→ **What to do**:
Give the number of lines in the data below that contain "Zahradách", and only that number.

→ **Supplied material**:
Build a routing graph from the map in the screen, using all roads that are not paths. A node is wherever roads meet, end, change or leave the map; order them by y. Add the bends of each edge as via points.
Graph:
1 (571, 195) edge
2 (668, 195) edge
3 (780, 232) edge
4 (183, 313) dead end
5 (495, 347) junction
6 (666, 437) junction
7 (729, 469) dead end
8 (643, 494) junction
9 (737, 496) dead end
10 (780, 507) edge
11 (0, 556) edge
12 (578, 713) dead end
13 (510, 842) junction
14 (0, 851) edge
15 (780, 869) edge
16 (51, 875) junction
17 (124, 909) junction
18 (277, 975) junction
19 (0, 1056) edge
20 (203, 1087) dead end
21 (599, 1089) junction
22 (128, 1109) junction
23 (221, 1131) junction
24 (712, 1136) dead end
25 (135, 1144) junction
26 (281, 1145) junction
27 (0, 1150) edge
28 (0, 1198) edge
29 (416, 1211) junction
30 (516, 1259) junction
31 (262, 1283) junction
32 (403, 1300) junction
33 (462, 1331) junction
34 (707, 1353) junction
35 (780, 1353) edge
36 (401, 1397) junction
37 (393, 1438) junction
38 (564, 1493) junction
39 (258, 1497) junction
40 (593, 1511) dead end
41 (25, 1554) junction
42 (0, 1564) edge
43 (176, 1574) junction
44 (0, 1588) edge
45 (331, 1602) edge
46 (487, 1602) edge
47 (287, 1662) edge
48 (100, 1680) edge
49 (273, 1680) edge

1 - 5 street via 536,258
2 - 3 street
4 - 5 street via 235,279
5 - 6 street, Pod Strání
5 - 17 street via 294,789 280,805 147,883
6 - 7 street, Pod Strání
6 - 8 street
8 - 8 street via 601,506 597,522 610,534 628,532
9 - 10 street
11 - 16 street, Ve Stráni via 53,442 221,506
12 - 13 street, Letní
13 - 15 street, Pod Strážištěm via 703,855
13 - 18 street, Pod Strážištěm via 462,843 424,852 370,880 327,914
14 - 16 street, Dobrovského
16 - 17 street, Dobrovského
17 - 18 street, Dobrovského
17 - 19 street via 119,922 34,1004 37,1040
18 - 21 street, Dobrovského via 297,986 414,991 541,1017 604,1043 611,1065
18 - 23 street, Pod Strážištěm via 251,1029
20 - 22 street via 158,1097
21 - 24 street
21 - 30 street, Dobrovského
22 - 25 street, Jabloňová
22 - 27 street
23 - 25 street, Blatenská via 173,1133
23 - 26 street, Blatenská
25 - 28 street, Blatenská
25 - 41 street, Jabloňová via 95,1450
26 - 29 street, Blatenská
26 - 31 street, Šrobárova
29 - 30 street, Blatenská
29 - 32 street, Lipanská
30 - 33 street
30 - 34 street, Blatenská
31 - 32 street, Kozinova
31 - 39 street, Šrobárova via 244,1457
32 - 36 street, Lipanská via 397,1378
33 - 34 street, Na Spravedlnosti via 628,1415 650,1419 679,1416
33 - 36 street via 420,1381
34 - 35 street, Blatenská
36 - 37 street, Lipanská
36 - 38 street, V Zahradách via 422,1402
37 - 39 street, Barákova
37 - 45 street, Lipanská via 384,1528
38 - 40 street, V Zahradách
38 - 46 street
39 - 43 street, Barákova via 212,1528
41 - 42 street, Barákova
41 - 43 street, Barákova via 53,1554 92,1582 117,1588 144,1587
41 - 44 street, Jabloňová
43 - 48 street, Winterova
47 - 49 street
--
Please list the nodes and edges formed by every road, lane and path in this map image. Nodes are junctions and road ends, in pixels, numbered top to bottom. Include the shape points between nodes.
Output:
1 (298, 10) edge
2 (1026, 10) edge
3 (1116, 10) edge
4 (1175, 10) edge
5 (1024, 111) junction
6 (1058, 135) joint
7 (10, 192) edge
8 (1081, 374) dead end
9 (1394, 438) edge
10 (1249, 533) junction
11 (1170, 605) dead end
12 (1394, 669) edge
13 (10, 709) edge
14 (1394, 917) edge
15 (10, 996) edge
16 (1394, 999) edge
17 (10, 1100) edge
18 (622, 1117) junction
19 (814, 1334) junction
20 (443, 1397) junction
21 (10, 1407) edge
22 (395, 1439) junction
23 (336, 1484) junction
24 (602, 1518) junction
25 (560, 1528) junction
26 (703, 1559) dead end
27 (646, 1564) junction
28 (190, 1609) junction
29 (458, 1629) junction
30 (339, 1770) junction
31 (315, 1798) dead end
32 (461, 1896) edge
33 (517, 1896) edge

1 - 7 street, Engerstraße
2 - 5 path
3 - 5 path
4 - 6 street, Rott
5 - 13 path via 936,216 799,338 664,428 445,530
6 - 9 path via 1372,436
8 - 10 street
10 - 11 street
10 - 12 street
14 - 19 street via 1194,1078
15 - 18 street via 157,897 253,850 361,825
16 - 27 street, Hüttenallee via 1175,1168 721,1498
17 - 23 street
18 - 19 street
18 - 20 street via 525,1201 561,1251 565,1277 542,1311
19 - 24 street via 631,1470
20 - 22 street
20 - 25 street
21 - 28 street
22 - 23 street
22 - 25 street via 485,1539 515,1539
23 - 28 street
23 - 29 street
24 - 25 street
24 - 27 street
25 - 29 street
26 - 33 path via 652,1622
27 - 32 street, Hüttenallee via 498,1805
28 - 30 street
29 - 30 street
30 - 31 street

→ **Exercise response**:
2